Ca2+-stimulated adenylyl cyclases regulate the L-type Ca2+current in guinea-pig atrial myocytes

Ca2+-stimulated adenylyl cyclases (ACs) have recently been shown to play important roles in pacemaking in the sino-atrial node. Here we present evidence that Ca2+-stimulated ACs are functionally active in guinea-pig atrial myocytes. Basal activity of an AC in isolated atrial myocytes was demonstrated by the observations that MDL 12,330A (10 mu M), an AC inhibitor, reduced L-type Ca2+ current (ICaL) amplitude, while inhibition of phosphodiesterases with IBMX (100 mu M) increased ICaL amplitude. Buffering of cytosolic Ca2+ by exposure of myocytes to BAPTA-AM (5 mu M) reduced ICaL amplitude, as did inhibition of Ca2+ release from the sarcoplasmic reticulum with ryanodine (2 mu M) and thapsigargin (1 mu M). [ Ca2+] i-activated calmodulin kinase II (CaMKII) inhibition with KN-93 (1 mu M) reduced ICaL, but subsequent application of BAPTA-AM further reduced ICaL. This effect of BAPTA-AM, in the presence of CaMKII inhibition, demonstrates that there is an additional Ca2+-modulated pathway (not dependent on CaMKII) that regulates ICaL in atrial myocytes.

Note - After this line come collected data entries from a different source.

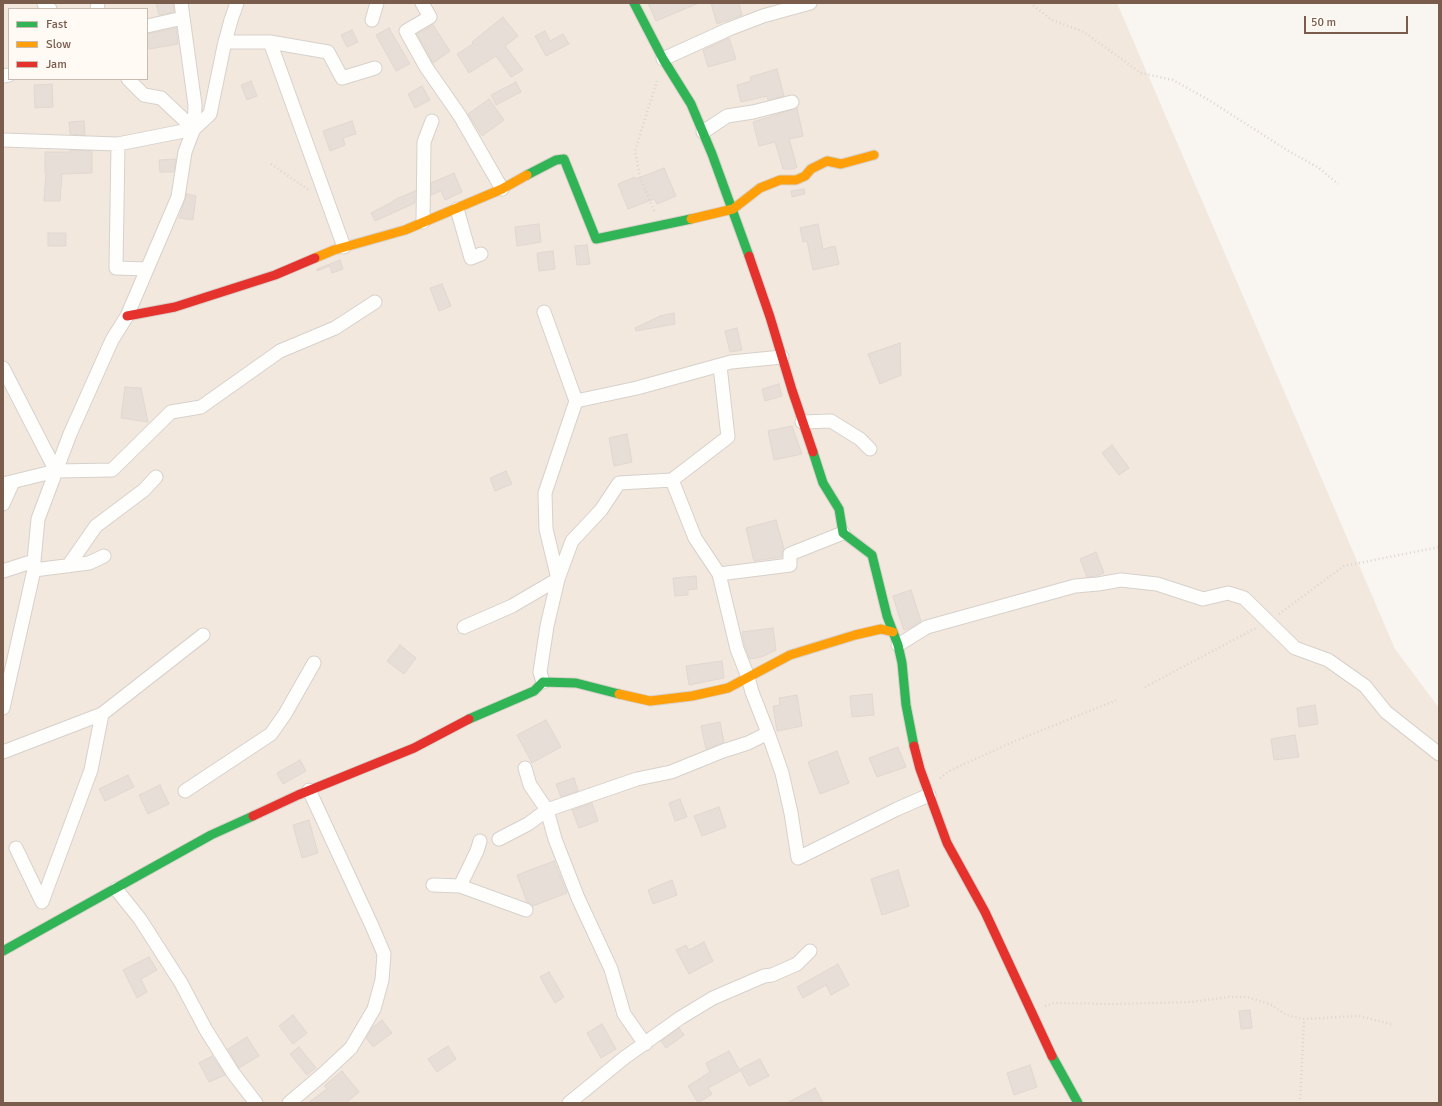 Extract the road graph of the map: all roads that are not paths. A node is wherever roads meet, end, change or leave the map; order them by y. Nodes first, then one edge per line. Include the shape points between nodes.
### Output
1 (182, 3) edge
2 (238, 3) edge
3 (377, 3) edge
4 (422, 3) edge
5 (634, 3) edge
6 (810, 3) edge
7 (183, 18) junction
8 (372, 20) dead end
9 (148, 26) edge
10 (225, 42) junction
11 (270, 42) junction
12 (663, 59) junction
13 (375, 68) dead end
14 (129, 80) edge
15 (792, 102) dead end
16 (432, 121) dead end
17 (194, 129) junction
18 (703, 132) junction
19 (3, 140) edge
20 (118, 144) junction
21 (874, 155) dead end
22 (502, 189) junction
23 (457, 209) junction
24 (733, 209) junction
25 (423, 222) junction
26 (344, 247) junction
27 (481, 254) dead end
28 (147, 269) junction
29 (375, 302) dead end
30 (544, 312) dead end
31 (127, 316) junction
32 (782, 357) junction
33 (720, 366) junction
34 (3, 368) edge
35 (576, 402) junction
36 (802, 422) junction
37 (870, 449) dead end
38 (56, 472) junction
39 (156, 477) dead end
40 (672, 480) junction
41 (8, 483) edge
42 (3, 504) edge
43 (843, 533) junction
44 (104, 556) dead end
45 (34, 565) junction
46 (68, 566) junction
47 (3, 571) edge
48 (719, 574) junction
49 (558, 579) junction
50 (464, 627) dead end
51 (893, 632) junction
52 (203, 635) dead end
53 (898, 645) junction
54 (8, 661) edge
55 (314, 663) dead end
56 (748, 677) junction
57 (543, 682) junction
58 (3, 708) edge
59 (102, 714) junction
60 (768, 733) junction
61 (3, 752) edge
62 (1439, 754) edge
63 (525, 768) dead end
64 (309, 790) junction
65 (185, 791) dead end
66 (928, 791) junction
67 (548, 810) junction
68 (499, 839) dead end
69 (480, 841) dead end
70 (16, 848) dead end
71 (433, 885) dead end
72 (460, 886) junction
73 (116, 889) junction
74 (526, 910) dead end
75 (3, 951) edge
76 (810, 951) dead end
77 (645, 1044) junction
78 (256, 1103) edge
79 (289, 1103) edge
80 (569, 1103) edge
81 (1078, 1103) edge

1 - 7 street
2 - 10 street
3 - 8 street
4 - 22 street via 430,17 406,31 426,67 460,116
5 - 12 street
6 - 12 street via 763,16
7 - 9 street
7 - 17 street via 195,105
10 - 11 street
10 - 17 street via 210,114
11 - 13 street via 328,52 342,78
11 - 26 street
12 - 18 street via 691,104
14 - 17 street via 144,95 161,98
15 - 18 street via 727,116
16 - 25 street via 424,142
17 - 20 street
17 - 28 street via 185,152 178,196
18 - 24 street
19 - 20 street
20 - 28 street via 116,268
21 - 24 street via 841,164 827,161 796,180 780,180 760,188
22 - 23 street
22 - 24 street via 556,160 564,159 596,239
23 - 25 street
23 - 27 street via 471,258
24 - 32 street
25 - 26 street via 405,230
26 - 31 street via 260,280 175,307
28 - 31 street
29 - 38 street via 335,328 280,351 201,407 171,412 112,470
30 - 35 street
31 - 38 street via 112,340
32 - 33 street via 731,362
32 - 36 street
33 - 35 street
33 - 40 street via 728,437
34 - 38 street
35 - 49 street via 545,493 546,529
36 - 37 street via 831,421 860,439
36 - 43 street via 823,482 839,509
38 - 41 street
38 - 45 street via 38,519
39 - 46 street via 144,490 96,526
40 - 48 street via 694,538
40 - 49 street via 619,483 602,510 572,541
41 - 42 street
43 - 48 street via 790,554 790,565
43 - 51 street via 872,555
44 - 46 street via 89,563
45 - 46 street
45 - 47 street
45 - 54 street
48 - 56 street via 737,649
49 - 50 street via 512,606
49 - 57 street via 540,672
51 - 53 street
51 - 56 street via 881,630 855,635 790,655
52 - 59 street
53 - 62 street via 927,626 1076,586 1121,580 1157,584 1203,599 1228,593 1244,598 1295,648 1328,660 1365,686 1386,712
53 - 66 street via 911,732
54 - 58 street
55 - 65 street via 271,734
56 - 57 street via 728,688 650,701 576,683
56 - 60 street
57 - 64 street via 534,690 466,720 414,748
59 - 61 street
59 - 70 street via 92,770 42,902
60 - 66 street via 784,780 798,858
60 - 67 street via 671,772 637,779
63 - 67 street via 530,785
64 - 73 street via 212,836
64 - 79 street via 384,954 382,980 374,1009 351,1048
66 - 81 street via 947,843 985,912 1056,1065
67 - 68 street
67 - 77 street via 555,839 578,898 611,969 624,1014
69 - 72 street
71 - 72 street
72 - 74 street
73 - 75 street
73 - 78 street via 140,919 181,983 233,1073
76 - 77 street via 796,964 713,998
77 - 80 street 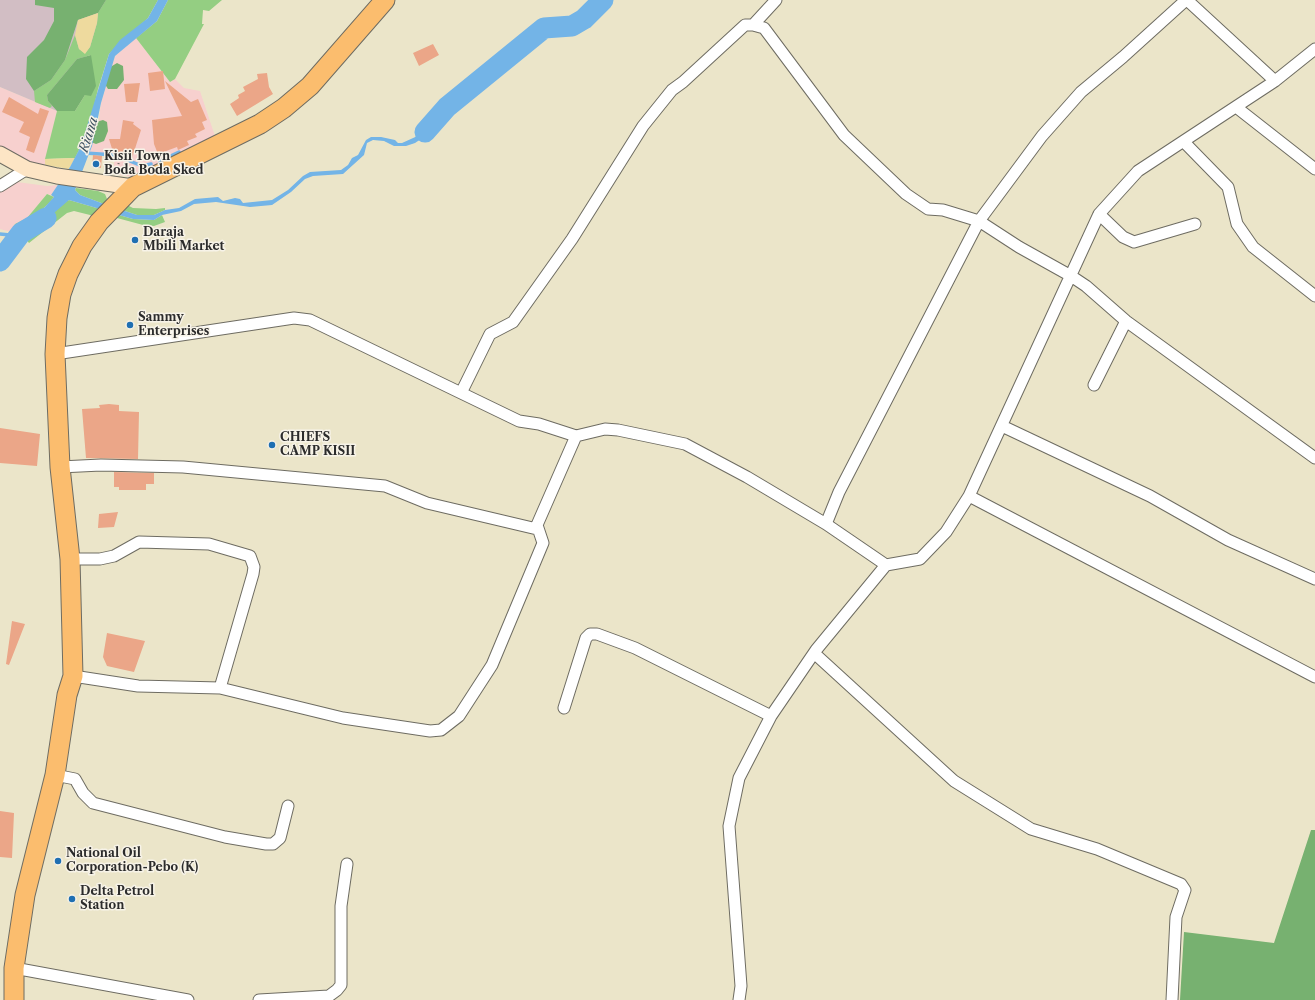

The effects of BAPTA could be reversed by forskolin (10 mu M), a direct stimulator of all AC isoforms, which would restore cAMP levels. In the presence of BAPTA-AM, the actions of IBMX were reduced. In addition, inclusion of cAMP in the patch electrode in the whole-cell configuration prevented the effects of BAPTA. These effects are all consistent with a role for Ca2+-stimulated AC in the regulation of atrial myocyte ICaL.